L’“ispirazione” di chiamare Sergio Mattarella a un mandato bis al Quirinale bis resiste, anzi cresce nell’emiciclo delle Camere riunite. Se ne precisano la mani votanti: distribuite fra Pd (ex Dc-Margherita, capofila il ministro Dario Franceschini; ed ex Ds, pilotati dal ministro Andrea Orlando); Leu compatta (“Ditta” D’Alema-Bersani) ed M5s, anche se presumibilmente si tratta di un drappello minoritario mosso da Giuseppe Conte (non certo da Luigi Di Maio o da Alessandro Di Battista). Sul nome del presidente uscente è in corso una partita rischiosa, chissà quanto gradita all’interessato: che tuttavia tace, com’è suo stile personale.
I 166 voti a Mattarella certamente connotano una candidatura di parte, non più pienamente istituzionale. Ma sarebbe un errore limitarne il profilo “partisan” al tentativo puro e semplice del Pd di rimanere al Quirinale, occupato ininterrottamente dal 2006. Oggi è più forte e trasversale, con tutta evidenza, la pulsione alla pura sopravvivenza della cosiddetta “politica”. E le istanze elementari dei parlamentari predestinati all’espulsione al prossimo voto sembrano fondersi con quelle più complesse di chi è preoccupato per il futuro delle democrazia rappresentativa in Italia. Peraltro non senza qualche ragione, se la quarta giornata “quirinaria” ha visto maturare ben altre “ispirazioni”: tutte fuori dal Parlamento, a far balenare capi dello Stato non parlamentari.
Elisabetta Belloni, Sabino Cassese, Franco Frattini e Giampiero Massolo: sono questi i nomi entrati in partita ieri. In quattro assommano un solo mandato di deputato (Frattini). Tutti sono esponenti dell’altissima burocrazia in senso lato, talora a cavallo con l’esecutivo: Frattini (appena nominato presidente del Consiglio di Stato) è stato ministro della Funzione pubblica come Cassese (giudice costituzionale), commissario Ue e ministro degli Esteri (dove Massolo e Belloni sono stati a capo della struttura diplomatica nazionale). Tutti sono conosciuti poco o per nulla dai 60 milioni di cittadini della Repubblica italiana. Tutti appartengono poco o per nulla alla “politica” nazionale, in trincea per sopravvivere. Eppure sono i loro nomi che i leader di partito erano sul punto di setacciare in una seconda “notte bianca” di fila. Perché?

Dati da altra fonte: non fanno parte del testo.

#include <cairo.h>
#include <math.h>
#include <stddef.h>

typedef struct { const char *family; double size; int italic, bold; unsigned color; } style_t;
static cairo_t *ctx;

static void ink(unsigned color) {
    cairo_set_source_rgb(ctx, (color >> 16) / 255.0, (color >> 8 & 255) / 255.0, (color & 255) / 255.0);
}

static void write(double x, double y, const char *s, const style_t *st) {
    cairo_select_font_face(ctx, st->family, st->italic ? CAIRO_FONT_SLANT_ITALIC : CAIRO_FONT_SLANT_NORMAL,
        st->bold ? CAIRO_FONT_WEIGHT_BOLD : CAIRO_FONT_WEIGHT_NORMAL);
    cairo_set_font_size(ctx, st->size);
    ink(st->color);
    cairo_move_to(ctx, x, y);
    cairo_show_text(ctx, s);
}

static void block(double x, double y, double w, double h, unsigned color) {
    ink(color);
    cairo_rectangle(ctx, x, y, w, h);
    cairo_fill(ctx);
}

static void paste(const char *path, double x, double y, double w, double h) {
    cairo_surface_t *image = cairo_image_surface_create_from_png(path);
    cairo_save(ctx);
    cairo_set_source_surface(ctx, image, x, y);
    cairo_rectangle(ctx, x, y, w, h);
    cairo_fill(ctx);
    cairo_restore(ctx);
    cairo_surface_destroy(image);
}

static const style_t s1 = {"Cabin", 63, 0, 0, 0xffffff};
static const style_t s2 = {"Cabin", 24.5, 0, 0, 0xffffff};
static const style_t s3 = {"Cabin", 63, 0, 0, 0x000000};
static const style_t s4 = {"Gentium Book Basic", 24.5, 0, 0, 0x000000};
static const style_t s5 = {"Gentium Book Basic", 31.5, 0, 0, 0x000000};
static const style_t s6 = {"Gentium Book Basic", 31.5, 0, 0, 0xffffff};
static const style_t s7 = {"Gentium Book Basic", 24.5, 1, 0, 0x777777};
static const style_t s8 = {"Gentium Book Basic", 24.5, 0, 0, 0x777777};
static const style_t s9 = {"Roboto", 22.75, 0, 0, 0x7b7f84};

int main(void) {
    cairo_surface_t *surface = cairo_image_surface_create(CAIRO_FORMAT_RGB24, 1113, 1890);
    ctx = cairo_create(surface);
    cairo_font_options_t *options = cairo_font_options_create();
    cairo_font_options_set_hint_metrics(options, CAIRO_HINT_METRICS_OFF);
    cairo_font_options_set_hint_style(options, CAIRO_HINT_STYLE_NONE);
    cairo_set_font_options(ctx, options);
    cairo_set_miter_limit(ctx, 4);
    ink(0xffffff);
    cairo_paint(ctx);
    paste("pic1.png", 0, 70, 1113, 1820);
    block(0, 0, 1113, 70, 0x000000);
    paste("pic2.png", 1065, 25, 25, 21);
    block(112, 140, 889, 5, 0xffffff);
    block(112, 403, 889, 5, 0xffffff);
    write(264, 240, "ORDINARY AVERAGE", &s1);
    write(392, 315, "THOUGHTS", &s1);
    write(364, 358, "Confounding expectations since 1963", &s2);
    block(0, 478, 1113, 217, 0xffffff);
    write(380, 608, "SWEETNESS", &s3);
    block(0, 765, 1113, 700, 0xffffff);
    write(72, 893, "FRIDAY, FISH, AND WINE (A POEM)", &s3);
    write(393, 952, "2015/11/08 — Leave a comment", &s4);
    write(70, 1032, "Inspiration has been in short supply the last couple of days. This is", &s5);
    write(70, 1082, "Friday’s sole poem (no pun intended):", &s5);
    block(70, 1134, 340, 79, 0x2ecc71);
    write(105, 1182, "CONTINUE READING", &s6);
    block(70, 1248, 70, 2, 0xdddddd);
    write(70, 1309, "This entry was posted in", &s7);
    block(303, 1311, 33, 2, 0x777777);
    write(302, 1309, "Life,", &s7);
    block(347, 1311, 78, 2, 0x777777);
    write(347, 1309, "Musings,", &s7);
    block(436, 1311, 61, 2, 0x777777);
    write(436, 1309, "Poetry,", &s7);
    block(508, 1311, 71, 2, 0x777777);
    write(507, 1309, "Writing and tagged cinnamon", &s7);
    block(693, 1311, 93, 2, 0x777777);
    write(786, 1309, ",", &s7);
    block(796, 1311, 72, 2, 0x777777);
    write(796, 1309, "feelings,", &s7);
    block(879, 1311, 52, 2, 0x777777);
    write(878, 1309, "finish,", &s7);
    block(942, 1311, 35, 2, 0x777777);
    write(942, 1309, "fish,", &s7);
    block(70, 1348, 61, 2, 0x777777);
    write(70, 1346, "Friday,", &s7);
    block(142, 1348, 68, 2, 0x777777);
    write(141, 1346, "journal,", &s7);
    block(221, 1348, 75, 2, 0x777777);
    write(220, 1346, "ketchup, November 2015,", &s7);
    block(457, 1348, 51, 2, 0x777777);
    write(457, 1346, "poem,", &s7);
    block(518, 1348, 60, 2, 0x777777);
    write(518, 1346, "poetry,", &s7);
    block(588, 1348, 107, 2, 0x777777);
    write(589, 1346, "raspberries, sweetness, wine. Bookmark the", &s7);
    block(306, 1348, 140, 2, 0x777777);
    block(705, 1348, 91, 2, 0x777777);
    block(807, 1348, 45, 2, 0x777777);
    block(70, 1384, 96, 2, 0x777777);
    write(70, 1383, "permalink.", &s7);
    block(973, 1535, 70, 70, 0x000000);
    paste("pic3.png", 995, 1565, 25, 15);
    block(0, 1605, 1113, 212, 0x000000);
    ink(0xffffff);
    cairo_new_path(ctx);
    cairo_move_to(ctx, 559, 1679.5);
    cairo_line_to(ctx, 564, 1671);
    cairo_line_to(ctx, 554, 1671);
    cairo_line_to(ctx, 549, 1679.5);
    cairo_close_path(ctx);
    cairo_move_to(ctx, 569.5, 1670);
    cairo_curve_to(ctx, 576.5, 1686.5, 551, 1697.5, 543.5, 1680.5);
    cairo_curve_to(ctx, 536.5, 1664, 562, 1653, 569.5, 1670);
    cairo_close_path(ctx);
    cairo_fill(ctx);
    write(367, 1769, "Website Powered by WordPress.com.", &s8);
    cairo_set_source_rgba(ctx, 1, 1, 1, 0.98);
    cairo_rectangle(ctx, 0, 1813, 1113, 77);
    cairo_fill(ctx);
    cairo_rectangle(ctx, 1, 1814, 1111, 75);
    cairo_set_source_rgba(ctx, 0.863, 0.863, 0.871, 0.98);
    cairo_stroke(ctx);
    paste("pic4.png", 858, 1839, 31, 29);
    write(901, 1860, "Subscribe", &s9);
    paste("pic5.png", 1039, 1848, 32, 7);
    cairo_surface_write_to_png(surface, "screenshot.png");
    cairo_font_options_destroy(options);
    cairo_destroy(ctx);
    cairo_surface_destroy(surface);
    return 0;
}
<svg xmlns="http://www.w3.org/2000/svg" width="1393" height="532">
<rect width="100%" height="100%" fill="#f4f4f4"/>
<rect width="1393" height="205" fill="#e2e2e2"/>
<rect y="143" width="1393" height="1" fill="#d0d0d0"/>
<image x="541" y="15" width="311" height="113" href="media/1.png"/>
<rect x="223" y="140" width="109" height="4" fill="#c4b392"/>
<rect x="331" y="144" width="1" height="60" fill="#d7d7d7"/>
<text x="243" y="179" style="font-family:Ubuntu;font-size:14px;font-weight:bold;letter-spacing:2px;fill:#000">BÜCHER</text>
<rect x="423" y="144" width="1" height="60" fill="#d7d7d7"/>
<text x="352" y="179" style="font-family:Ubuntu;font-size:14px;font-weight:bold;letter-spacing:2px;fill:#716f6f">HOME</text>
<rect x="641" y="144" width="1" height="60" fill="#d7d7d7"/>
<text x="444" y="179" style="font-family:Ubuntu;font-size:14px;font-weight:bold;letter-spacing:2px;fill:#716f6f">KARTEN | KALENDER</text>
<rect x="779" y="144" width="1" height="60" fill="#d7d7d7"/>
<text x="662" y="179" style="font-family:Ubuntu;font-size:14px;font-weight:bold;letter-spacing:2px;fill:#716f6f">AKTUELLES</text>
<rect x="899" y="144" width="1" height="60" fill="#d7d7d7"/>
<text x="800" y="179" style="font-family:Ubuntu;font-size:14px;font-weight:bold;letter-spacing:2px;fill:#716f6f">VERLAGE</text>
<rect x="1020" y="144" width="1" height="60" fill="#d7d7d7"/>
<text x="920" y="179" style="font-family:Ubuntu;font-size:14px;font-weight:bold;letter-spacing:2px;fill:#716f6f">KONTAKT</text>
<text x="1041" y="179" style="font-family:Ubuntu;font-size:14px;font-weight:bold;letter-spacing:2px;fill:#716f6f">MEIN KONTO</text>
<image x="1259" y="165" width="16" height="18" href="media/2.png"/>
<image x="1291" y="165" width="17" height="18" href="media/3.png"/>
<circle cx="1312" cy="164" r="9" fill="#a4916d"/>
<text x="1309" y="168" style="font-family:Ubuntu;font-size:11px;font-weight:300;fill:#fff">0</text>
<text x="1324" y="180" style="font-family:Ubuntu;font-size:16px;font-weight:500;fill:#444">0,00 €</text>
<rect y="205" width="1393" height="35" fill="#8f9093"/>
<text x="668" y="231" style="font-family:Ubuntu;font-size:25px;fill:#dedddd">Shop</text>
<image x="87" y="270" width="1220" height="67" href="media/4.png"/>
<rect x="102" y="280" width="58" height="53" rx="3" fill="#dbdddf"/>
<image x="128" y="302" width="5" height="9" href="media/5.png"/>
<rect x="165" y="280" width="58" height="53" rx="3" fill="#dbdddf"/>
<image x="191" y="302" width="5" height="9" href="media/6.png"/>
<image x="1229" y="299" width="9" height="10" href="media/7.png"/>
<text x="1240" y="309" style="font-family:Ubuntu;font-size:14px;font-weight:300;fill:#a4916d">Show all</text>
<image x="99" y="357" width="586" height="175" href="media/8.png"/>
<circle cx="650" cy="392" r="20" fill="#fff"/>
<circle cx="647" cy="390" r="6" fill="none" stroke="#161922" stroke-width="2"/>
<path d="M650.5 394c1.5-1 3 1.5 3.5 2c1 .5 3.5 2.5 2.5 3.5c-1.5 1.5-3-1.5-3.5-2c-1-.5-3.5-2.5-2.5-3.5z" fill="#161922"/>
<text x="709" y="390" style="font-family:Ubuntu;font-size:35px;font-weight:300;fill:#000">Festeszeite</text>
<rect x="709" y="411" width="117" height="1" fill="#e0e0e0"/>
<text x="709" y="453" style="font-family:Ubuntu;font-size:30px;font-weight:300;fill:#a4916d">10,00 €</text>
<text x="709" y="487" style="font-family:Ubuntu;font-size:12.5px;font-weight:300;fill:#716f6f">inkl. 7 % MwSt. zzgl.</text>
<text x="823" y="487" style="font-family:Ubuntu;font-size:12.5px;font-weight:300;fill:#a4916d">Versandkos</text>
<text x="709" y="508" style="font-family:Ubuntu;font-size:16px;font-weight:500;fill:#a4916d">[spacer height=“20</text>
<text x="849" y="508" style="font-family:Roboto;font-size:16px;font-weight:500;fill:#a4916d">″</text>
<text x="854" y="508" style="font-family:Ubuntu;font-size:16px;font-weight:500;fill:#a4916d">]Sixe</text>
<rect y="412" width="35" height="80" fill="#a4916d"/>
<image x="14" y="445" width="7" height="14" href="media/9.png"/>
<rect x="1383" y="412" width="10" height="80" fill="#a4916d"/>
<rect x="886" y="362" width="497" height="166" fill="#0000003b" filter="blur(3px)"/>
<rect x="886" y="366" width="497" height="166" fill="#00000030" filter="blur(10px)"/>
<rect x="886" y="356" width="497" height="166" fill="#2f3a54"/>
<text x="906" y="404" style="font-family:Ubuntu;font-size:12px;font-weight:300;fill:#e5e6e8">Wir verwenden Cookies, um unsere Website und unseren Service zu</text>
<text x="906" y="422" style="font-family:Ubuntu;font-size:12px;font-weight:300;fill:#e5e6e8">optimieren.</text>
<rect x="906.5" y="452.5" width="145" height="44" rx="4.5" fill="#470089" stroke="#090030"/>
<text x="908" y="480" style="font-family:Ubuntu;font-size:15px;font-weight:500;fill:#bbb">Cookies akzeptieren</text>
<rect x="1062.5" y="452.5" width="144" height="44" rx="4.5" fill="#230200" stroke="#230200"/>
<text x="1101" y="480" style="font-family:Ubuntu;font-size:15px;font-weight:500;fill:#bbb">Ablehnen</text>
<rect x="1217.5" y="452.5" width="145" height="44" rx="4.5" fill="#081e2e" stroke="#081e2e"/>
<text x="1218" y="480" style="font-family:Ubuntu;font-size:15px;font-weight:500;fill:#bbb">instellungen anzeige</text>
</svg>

Non sembra aver torto Matteo Renzi quando invita a guardare a uno scacchiere geopolitico sempre più agitato e incerto: attorno alla crisi ucraina ma non solo. Sarà un caso, ma la candidatura Belloni – certamente “rosa” – ha preso forma all’indomani della controversa “zoomata” fra il presidente russo Vladimir Putin e alcuni capi di grandi aziende italiane. Belloni sarebbe sostenuta da M5s: in parte da Conte (un premier non parlamentare titolare diretto per trenta mesi della delega ai servizi di intelligence) ma non spiacerebbe a Di Maio, che è arrivato alla Farnesina quando Belloni era segretario generale. Quest’ultima non spiacerebbe – si dice – neppure al leader Pd Enrico Letta, né all’americanofilo Renzi. E, non da ultimo, sarebbe funzionale anche al premier Mario Draghi: che – approdato a Palazzo Chigi – ha affidato lui a Belloni la delicatissima delega all’intelligence.
Al Quirinale andrebbe dunque una “civil servant” attualmente alle dipendenze del premier sul terreno della sicurezza geopolitica. Belloni – una donna di sicura affidabilità per gli Usa sul doppio fronte russo-cinese – sarebbe un’opzione potenziale anche per Giorgia Meloni: non fosse altro per l’effetto-rottura che avrebbe all’interno del centrodestra, contro il movimentismo del leader leghista Matteo Salvini.
Ma il gioco delle “ispirazioni” – da dentro o da fuori il Parlamento – sta diventando pesante: ha messo fuori gioco, almeno sembra, figure di classico compromesso politico come Pierferdinando Casini o di sicura levatura interna e internazionale come Giuliano Amato. Ma le pressioni esterne – mosse dalla geopolitica globale – sono più forti di quelle percepite dai leader di partito. Sintetizzato in termini crudi: se il Parlamento italiano non accetta di votare Draghi al Quirinale, deve accettare un presidente del tutto congruente con la leadership “occidentale” di Draghi a Roma e forse soprattutto a Bruxelles. La resistenza sembra assumere le sembianze di Mattarella-bis: ma pare una partita dalle regole e poste non pienamente note agli stessi giocatori.